Absolute Krönung des Film ist aber die Besetzung, wobei sich "Der Tunnel" als Ensemblefilm par excellence beweist, gibt es nämlich bei den Akteuren keinerlei Ausfälle, sondern im Gegenteil nur lauter Bestleistungen zu vermelden. Egal, ob es um Heino Ferch geht, der erneut unter Beweis stellt, dass er die ideale Kombination aus Charaktermime und (potentiellem) Actionhelden ist; Nicolette Krebitz, der es gelingt von Film zu Film ihre Fähigkeiten mehr zur Reife zu bringen, über Mehmet Kurtulus, der sich in letzter Zeit immer mehr in den Vordergrund des hiesigen Schauspielerpools spielt und hoffentlich noch bis zur absoluten Spitze vordringt, bis hin zu kleineren Rollen, wie die Intensität, mit der Claudia Michelsen die von Schicksalsschlägen bombardierte Carola gibt oder ein paar kurze, aber überaus prägnante Auftritte von Karin Baal.
Anzumerken sei schließlich noch, dass sich der Film natürlich einige Freiheiten von der zugrundeliegenden wahren Tunnelgeschichte nimmt und das ganze Spannungsfördernd aufpeppt.
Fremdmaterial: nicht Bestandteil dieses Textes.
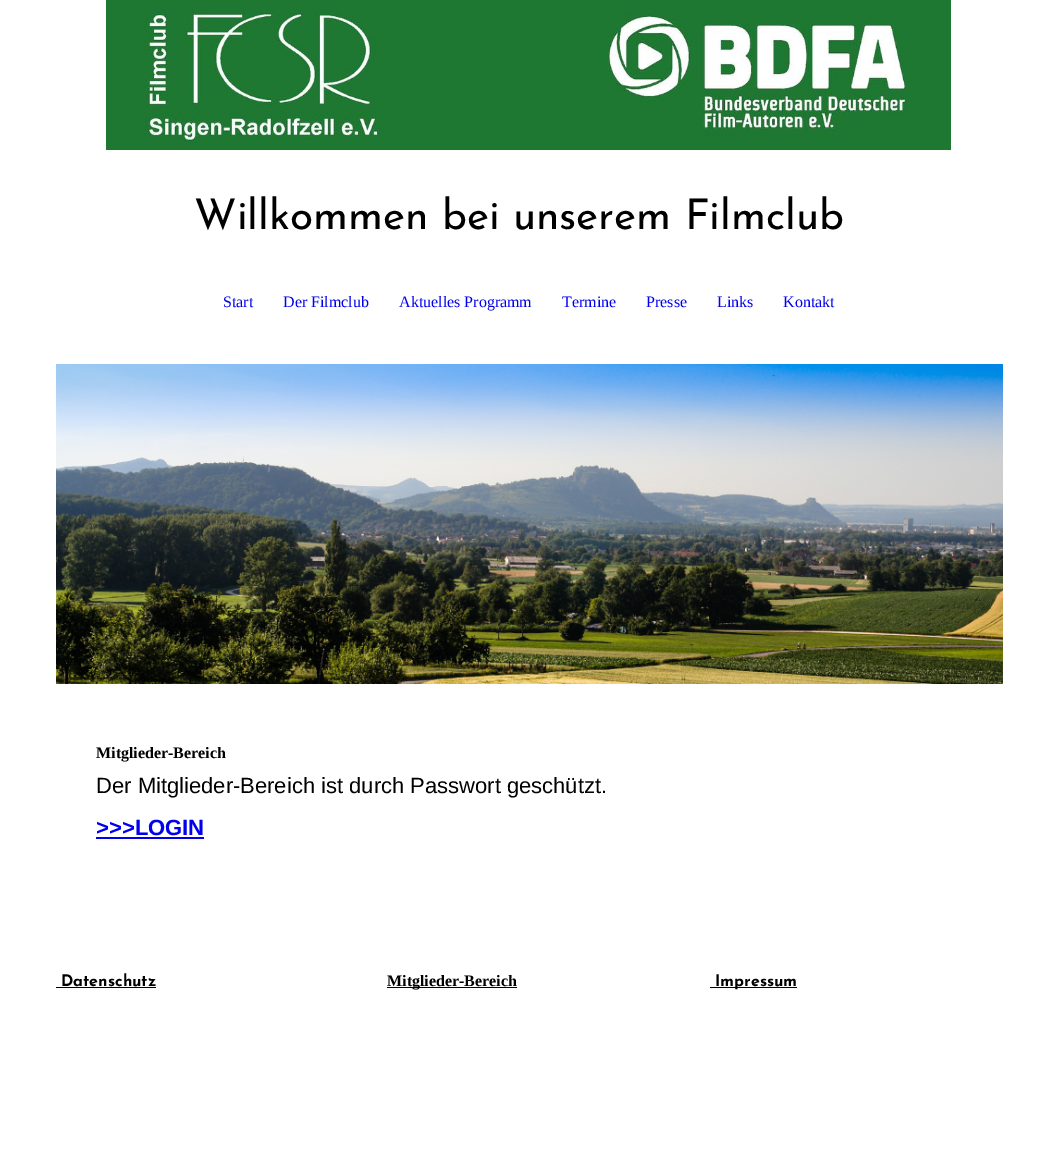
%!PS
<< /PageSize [1058 1168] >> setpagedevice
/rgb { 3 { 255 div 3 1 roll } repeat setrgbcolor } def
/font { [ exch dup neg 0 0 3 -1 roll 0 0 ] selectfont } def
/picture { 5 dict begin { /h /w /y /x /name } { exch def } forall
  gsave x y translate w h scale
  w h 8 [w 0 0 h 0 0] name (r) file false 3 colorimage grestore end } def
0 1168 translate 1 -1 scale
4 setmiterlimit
255 255 255 rgb
0 0 1058 1168 rectfill
(img/1.rgb) 106 0 845 150 picture
(img/2.rgb) 56 364 947 320 picture
[
  [96 837 108 2 0 0 238]
  [56 987 100 1 0 0 0]
  [387 987 130 1 4 0 0]
  [710 987 87 1 0 0 0]
] { aload pop rgb rectfill } forall
/JosefinSans-Regular 42.3 font
194 229 moveto (Willkommen bei unserem Filmclub) show
/LiberationSerif-Regular 16 font
0 0 238 rgb
[
  [(Start) 223 307]
  [(Der Filmclub) 283 307]
  [(Aktuelles Programm) 399 307]
  [(Termine) 562 307]
  [(Presse) 646 307]
  [(Links) 717 307]
  [(Kontakt) 783 307]
] { aload pop moveto show } forall
/LiberationSerif-Bold 16 font
0 0 0 rgb
96 758 moveto (Mitglieder-Bereich) show
/LiberationSans-Regular 22 font
96 793 moveto (Der Mitglieder-Bereich ist durch Passwort geschützt.) show
/LiberationSans-Bold 22 font
0 0 238 rgb
96 835 moveto (>>>LOGIN) show
/JosefinSans-Bold 16 font
0 0 0 rgb
61 986 moveto (Datenschutz) show
/LiberationSerif-Bold 16 font
387 986 moveto (Mitglieder-Bereich) show
/JosefinSans-Bold 16 font
715 986 moveto (Impressum) show
showpage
Dazu lässt sich sagen, dass sich die Erweiterungen noch im Rahmen dessen bewegen, was die Plausibilität dem gesunden Menschenverstand erlaubt; und da ein Spielfilm nun mal zur Unterhaltung gedacht ist, sind derartige dramaturgische Kniffe auch durchaus zu begrüßen. Wer sich rein an den Fakten orientieren möchte, dem bleibt hier im übrigen die Möglichkeit auf die hervorragende Dokumentation über die realen Geschehnisse zurückzugreifen, die sich auf der Bonus-DVD befindet.

 

Bild 

Im Gesamtergebnis liegt die Bildqualität schon über dem Durchschnitt und bietet im anamorphen 16:9-Format eine Präsentation, die man so im TV nicht geboten bekommt. Trotzdem kann sie nicht in oberste Spitzenränge vordringen. Denn das Bild könnte durchaus etwas ruhiger sein, der Rauschpegel ist angesichts der Aktualität des Materials eine Spur zu hoch. Auch treten, allerdings in sehr geringem Maße, schon einmal leichte Nachzieheffekte auf.

 

Ton 

Überwiegend wird der Film von den Dialogen und der musikalischen Begleitung geprägt. Insofern klingt beides sehr harmonisch, mit ganzer Klarheit und ausgreifendem Klangspektrum. Auf selben Niveau bewegen sich die, allerdings sehr spärlich gesetzten Szenen, in denen die Möglichkeiten des differenzierten Raumklangs zumindest angetestet werden, zum Beispiel die Szenen im Tunnel während an der Oberfläche ein Panzer seine Patrouillenfahrt absolviert.

 

Special Features 

Wirbt eine DVD mit 205 Minuten Bonusmaterial, dann ist dass zwar rein zahlenmäßig schon beeindruckend, aber bekanntlich sind Qualität und Quantität immer noch zwei unterschiedliche Maßstäbe. Bei den Zugaben zu "Der Tunnel" darf die Zusatzmenge aber tatsächlich auch noch mit hochwertigem Inhalt glänzen.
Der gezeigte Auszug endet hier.